- Assigned task -
Do not copy the pictures. Write out the lines from the start of the entries through the line containing "index pip: (869, 847)".

Extracted material below:

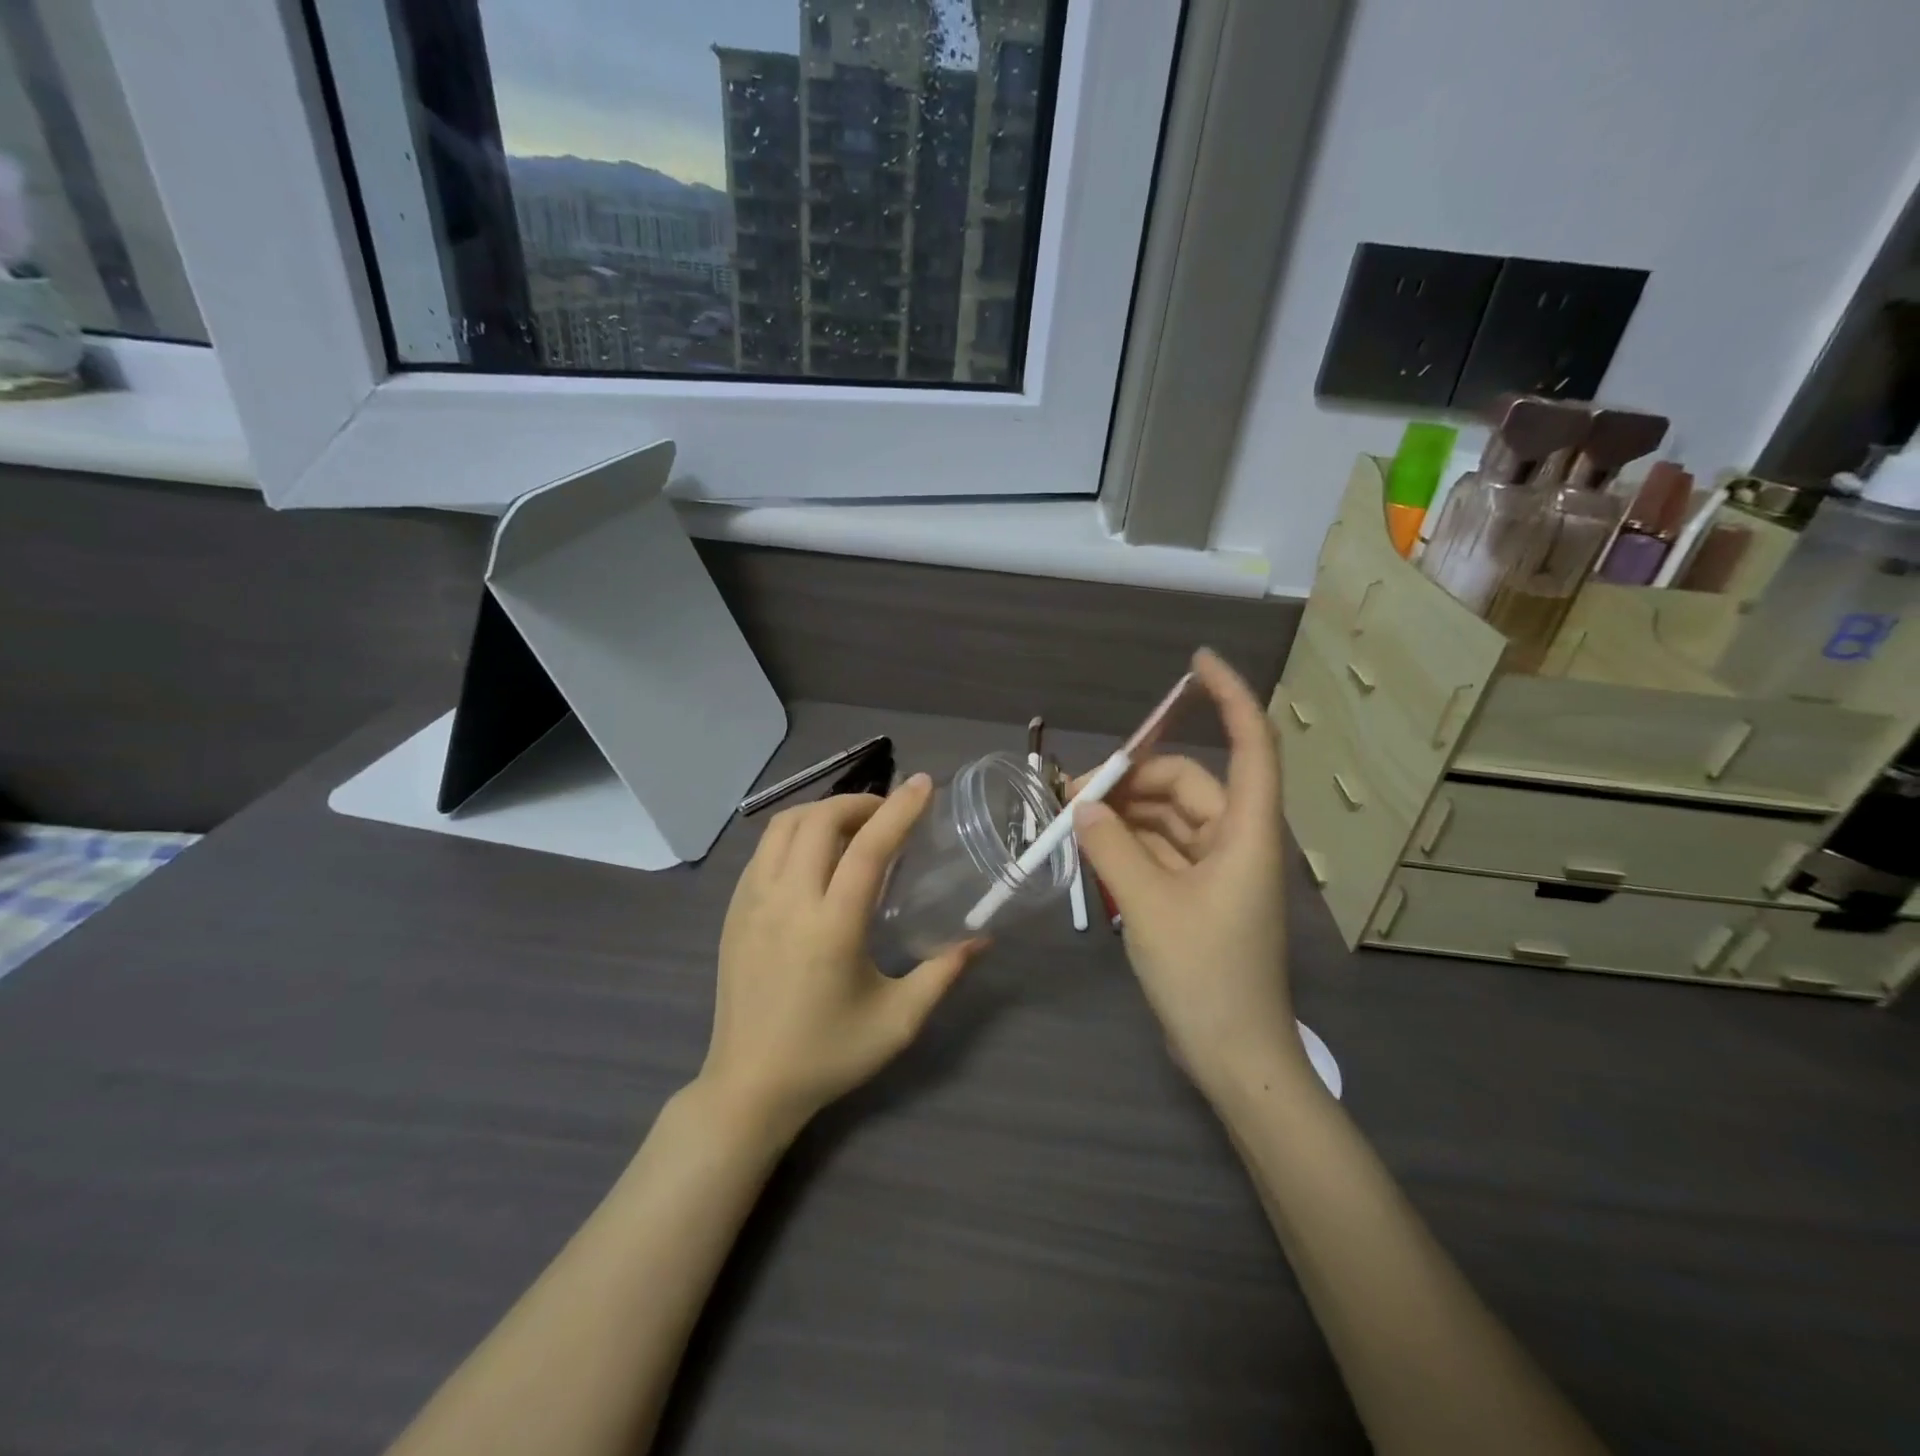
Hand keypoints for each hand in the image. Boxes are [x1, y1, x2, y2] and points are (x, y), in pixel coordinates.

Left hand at [702, 775, 983, 1135]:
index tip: (924, 784)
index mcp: (832, 927)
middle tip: (888, 814)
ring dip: (822, 812)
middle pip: (820, 821)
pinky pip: (763, 850)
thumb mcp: (898, 1020)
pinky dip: (794, 833)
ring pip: (784, 826)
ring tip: (852, 827)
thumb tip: (981, 939)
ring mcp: (752, 902)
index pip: (869, 847)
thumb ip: (942, 973)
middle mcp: (788, 902)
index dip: (900, 809)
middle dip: (859, 802)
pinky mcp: (734, 910)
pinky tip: (814, 855)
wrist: (749, 1086)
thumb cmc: (829, 1055)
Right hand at [1073, 649, 1301, 1098]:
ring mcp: (1218, 869)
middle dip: (1131, 781)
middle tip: (1073, 795)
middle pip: (1186, 784)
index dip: (1229, 697)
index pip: (1251, 743)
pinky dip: (1128, 845)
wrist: (1234, 1056)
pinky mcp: (1200, 894)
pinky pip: (1161, 850)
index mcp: (1247, 832)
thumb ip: (1112, 848)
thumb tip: (1081, 807)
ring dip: (1124, 815)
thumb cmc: (1206, 977)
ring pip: (1168, 818)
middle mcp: (1237, 840)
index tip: (1195, 664)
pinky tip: (1091, 850)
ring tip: (1071, 825)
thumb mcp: (1148, 907)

End of Extracted material.

- Task solution -
Hand keypoints for each hand in the image. Boxes are [x1, y1, x2, y2] and points are (x, y), in pixel coordinates.

Left hand at [702, 775, 983, 1135]:
index tip: (924, 784)
index mcp: (832, 927)
middle tip: (888, 814)
ring dip: (822, 812)
middle pip: (820, 821)
pinky pip: (763, 850)
thumb mcp: (898, 1020)
pinky dip: (794, 833)
ring pip: (784, 826)
ring tip: (852, 827)
thumb tip: (981, 939)
ring mcp: (752, 902)
index pip: (869, 847)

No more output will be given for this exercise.